- _YOUR TASK_
Retype every line of the data, keeping each word exactly.

- _DATA FOR THE TASK_
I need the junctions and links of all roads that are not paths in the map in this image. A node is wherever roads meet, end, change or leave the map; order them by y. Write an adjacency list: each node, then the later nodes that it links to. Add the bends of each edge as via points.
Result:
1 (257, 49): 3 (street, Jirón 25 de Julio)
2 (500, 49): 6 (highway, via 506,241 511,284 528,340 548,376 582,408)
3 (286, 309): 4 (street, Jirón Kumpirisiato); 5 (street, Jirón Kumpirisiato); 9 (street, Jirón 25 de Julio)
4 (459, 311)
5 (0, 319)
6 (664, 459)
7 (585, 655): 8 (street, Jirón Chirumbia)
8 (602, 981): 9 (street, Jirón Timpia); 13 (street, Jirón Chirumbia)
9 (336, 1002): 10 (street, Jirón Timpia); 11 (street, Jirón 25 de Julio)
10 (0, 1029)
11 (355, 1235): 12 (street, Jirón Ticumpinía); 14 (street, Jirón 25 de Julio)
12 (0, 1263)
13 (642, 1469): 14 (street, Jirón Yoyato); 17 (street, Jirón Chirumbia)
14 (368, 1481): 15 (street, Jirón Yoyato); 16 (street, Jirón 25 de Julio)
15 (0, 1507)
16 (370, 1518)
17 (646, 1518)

- _PROBLEM SOLUTION_
I need the junctions and links of all roads that are not paths in the map in this image. A node is wherever roads meet, end, change or leave the map; order them by y. Write an adjacency list: each node, then the later nodes that it links to. Add the bends of each edge as via points.
Result:
1 (257, 49): 3 (street, Jirón 25 de Julio)
2 (500, 49): 6 (highway, via 506,241 511,284 528,340 548,376 582,408)
3 (286, 309): 4 (street, Jirón Kumpirisiato); 5 (street, Jirón Kumpirisiato); 9 (street, Jirón 25 de Julio)
4 (459, 311)
5 (0, 319)
6 (664, 459)
7 (585, 655): 8 (street, Jirón Chirumbia)
8 (602, 981): 9 (street, Jirón Timpia); 13 (street, Jirón Chirumbia)
9 (336, 1002): 10 (street, Jirón Timpia); 11 (street, Jirón 25 de Julio)
10 (0, 1029)
11 (355, 1235): 12 (street, Jirón Ticumpinía); 14 (street, Jirón 25 de Julio)
12 (0, 1263)
13 (642, 1469): 14 (street, Jirón Yoyato); 17 (street, Jirón Chirumbia)
14 (368, 1481): 15 (street, Jirón Yoyato); 16 (street, Jirón 25 de Julio)
15 (0, 1507)
16 (370, 1518)
17 (646, 1518)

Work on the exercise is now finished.